Exercise goal:
Return exactly the lines that run from the one containing "Extract the road" to the end of the entries, with both ends included.

Stored data entries:
- Opening Delimiter -

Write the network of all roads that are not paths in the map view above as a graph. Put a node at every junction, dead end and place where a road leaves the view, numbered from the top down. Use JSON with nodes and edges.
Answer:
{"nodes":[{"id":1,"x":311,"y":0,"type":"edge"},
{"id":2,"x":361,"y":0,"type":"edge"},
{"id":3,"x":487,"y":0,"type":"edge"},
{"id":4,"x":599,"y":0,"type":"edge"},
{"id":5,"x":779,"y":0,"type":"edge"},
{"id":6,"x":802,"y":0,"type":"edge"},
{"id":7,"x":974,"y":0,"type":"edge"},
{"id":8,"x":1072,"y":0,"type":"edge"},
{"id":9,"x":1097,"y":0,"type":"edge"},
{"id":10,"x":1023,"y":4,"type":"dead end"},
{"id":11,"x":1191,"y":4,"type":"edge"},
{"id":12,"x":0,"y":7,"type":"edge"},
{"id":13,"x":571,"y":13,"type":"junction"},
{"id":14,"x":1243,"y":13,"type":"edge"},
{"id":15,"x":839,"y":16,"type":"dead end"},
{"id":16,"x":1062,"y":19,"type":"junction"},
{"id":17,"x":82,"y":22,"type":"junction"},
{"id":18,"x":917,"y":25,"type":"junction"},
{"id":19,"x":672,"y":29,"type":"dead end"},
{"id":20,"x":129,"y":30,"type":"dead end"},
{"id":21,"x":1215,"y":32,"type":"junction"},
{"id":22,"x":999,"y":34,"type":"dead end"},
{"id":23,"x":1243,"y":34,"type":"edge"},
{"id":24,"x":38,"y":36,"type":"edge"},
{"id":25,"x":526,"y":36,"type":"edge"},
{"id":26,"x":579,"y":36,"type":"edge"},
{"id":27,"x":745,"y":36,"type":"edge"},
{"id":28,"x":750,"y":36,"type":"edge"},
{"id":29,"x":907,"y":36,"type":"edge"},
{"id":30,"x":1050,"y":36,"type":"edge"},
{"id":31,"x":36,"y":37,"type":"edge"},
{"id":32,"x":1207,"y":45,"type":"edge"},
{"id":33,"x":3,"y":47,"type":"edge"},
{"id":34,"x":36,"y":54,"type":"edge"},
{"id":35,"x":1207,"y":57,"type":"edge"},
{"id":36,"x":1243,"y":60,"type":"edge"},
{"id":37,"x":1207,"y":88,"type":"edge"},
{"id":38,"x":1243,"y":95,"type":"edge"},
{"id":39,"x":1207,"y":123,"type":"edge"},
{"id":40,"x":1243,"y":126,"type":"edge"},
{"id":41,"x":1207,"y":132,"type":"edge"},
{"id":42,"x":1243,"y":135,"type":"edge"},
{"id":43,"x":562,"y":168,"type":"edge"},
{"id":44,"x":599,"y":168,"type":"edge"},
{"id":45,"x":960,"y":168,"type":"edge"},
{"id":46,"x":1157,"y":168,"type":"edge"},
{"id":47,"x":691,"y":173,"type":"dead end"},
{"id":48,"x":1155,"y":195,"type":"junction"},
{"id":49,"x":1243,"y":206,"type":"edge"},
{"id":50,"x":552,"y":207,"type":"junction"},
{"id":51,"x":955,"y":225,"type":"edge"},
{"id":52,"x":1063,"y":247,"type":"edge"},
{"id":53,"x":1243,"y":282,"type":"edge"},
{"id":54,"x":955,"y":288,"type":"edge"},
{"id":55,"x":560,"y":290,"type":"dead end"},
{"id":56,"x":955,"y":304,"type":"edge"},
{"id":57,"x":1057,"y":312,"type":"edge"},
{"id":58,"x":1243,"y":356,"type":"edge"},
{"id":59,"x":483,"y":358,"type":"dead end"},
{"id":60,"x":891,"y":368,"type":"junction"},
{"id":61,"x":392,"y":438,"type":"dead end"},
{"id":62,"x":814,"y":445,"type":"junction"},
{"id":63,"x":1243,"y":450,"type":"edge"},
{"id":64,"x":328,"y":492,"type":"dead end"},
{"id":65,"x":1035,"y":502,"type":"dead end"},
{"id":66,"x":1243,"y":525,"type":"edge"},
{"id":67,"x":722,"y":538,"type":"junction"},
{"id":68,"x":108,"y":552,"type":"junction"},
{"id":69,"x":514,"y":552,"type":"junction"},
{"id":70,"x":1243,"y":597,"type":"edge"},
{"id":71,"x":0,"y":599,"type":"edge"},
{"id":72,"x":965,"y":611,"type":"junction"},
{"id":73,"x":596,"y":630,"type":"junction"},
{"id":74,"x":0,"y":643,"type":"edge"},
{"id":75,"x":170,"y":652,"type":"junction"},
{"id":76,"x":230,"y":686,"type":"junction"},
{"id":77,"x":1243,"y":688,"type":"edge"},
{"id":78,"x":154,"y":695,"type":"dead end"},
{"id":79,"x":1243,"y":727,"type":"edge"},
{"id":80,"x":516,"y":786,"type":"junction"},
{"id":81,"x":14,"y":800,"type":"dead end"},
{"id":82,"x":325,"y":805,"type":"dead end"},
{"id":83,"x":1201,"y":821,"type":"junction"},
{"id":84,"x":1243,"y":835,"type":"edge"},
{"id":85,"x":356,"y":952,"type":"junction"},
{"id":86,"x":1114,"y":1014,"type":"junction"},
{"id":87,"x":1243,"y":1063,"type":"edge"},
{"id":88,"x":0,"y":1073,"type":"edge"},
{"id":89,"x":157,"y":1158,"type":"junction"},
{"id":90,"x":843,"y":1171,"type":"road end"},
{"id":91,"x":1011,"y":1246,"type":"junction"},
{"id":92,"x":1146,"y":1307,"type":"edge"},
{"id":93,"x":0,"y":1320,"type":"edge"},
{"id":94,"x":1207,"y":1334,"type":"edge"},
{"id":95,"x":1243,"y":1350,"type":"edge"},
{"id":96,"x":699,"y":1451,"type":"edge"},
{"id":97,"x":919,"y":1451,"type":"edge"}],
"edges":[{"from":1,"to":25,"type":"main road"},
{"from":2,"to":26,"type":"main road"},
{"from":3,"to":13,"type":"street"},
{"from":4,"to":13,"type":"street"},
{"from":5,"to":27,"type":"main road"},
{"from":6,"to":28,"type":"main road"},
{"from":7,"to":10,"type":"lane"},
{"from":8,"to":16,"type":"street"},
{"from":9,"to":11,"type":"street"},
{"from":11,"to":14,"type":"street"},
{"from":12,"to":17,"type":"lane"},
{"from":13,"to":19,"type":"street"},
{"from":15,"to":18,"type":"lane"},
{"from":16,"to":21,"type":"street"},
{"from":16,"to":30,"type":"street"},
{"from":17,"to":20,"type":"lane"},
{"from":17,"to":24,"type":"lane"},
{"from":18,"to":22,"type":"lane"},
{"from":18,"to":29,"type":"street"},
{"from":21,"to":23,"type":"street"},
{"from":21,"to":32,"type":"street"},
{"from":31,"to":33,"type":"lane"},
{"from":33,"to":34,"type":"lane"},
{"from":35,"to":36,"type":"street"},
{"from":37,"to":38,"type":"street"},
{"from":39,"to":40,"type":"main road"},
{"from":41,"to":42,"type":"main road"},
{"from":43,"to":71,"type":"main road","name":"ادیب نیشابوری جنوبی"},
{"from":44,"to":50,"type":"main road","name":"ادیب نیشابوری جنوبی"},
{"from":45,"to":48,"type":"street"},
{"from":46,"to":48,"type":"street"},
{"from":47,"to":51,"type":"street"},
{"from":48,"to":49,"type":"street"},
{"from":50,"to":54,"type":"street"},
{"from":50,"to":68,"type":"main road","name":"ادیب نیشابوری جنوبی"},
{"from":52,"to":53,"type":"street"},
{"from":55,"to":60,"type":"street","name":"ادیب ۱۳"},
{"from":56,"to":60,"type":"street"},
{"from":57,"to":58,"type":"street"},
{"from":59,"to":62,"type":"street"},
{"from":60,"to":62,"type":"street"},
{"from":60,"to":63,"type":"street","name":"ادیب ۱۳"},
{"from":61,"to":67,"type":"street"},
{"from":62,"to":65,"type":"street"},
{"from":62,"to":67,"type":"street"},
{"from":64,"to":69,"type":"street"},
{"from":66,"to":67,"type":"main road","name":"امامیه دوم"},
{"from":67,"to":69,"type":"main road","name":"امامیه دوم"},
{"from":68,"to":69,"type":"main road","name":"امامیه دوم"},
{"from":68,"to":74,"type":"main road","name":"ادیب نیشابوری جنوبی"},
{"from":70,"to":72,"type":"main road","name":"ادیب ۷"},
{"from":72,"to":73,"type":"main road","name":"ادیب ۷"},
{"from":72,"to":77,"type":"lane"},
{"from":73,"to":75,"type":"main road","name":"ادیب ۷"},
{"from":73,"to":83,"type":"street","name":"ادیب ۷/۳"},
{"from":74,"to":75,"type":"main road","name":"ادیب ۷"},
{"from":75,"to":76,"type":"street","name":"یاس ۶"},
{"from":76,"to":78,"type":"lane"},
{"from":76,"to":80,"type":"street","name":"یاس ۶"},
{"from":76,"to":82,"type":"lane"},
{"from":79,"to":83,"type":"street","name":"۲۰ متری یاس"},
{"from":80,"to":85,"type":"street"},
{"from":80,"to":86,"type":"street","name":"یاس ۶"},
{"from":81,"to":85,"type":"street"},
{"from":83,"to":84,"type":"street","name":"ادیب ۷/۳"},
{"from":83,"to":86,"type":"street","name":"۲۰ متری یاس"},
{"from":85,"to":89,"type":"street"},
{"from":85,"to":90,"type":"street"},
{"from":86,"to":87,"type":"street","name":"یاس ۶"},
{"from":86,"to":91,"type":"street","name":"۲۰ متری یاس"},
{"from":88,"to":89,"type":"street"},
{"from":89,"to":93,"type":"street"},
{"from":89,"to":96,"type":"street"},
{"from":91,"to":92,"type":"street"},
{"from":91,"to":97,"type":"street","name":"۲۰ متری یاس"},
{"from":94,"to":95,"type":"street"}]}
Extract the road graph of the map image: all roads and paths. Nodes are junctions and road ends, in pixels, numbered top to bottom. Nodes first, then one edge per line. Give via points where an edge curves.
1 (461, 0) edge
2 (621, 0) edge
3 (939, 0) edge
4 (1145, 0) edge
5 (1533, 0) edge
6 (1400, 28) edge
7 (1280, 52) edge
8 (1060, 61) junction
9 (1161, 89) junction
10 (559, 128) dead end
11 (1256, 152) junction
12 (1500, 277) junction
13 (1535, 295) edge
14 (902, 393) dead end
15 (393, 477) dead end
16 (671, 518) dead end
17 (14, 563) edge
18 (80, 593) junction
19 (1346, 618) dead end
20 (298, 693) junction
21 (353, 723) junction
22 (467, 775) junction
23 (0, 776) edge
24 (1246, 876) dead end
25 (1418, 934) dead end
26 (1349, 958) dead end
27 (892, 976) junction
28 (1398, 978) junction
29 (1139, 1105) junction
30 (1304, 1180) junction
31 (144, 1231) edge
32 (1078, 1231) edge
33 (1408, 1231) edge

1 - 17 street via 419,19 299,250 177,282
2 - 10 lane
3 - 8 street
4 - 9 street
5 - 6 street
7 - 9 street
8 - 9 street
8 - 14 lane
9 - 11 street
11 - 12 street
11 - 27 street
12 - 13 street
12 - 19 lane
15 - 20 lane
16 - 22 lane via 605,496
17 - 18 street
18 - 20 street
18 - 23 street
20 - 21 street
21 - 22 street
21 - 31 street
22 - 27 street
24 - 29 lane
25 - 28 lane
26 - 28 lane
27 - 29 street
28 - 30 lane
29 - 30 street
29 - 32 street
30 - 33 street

- Closing Delimiter -

Task answer:
Extract the road graph of the map image: all roads and paths. Nodes are junctions and road ends, in pixels, numbered top to bottom. Nodes first, then one edge per line. Give via points where an edge curves.
1 (461, 0) edge
2 (621, 0) edge
3 (939, 0) edge
4 (1145, 0) edge
5 (1533, 0) edge
6 (1400, 28) edge
7 (1280, 52) edge
8 (1060, 61) junction
9 (1161, 89) junction
10 (559, 128) dead end
11 (1256, 152) junction
12 (1500, 277) junction
13 (1535, 295) edge
14 (902, 393) dead end
15 (393, 477) dead end
16 (671, 518) dead end
17 (14, 563) edge
18 (80, 593) junction
19 (1346, 618) dead end
20 (298, 693) junction
21 (353, 723) junction
22 (467, 775) junction
23 (0, 776) edge
24 (1246, 876) dead end
25 (1418, 934) dead end
26 (1349, 958) dead end
27 (892, 976) junction
28 (1398, 978) junction
29 (1139, 1105) junction
30 (1304, 1180) junction
31 (144, 1231) edge
32 (1078, 1231) edge
33 (1408, 1231) edge

1 - 17 street via 419,19 299,250 177,282
2 - 10 lane
3 - 8 street
4 - 9 street
5 - 6 street
7 - 9 street
8 - 9 street
8 - 14 lane
9 - 11 street
11 - 12 street
11 - 27 street
12 - 13 street
12 - 19 lane
15 - 20 lane
16 - 22 lane via 605,496
17 - 18 street
18 - 20 street
18 - 23 street
20 - 21 street
21 - 22 street
21 - 31 street
22 - 27 street
24 - 29 lane
25 - 28 lane
26 - 28 lane
27 - 29 street
28 - 30 lane
29 - 30 street
29 - 32 street
30 - 33 street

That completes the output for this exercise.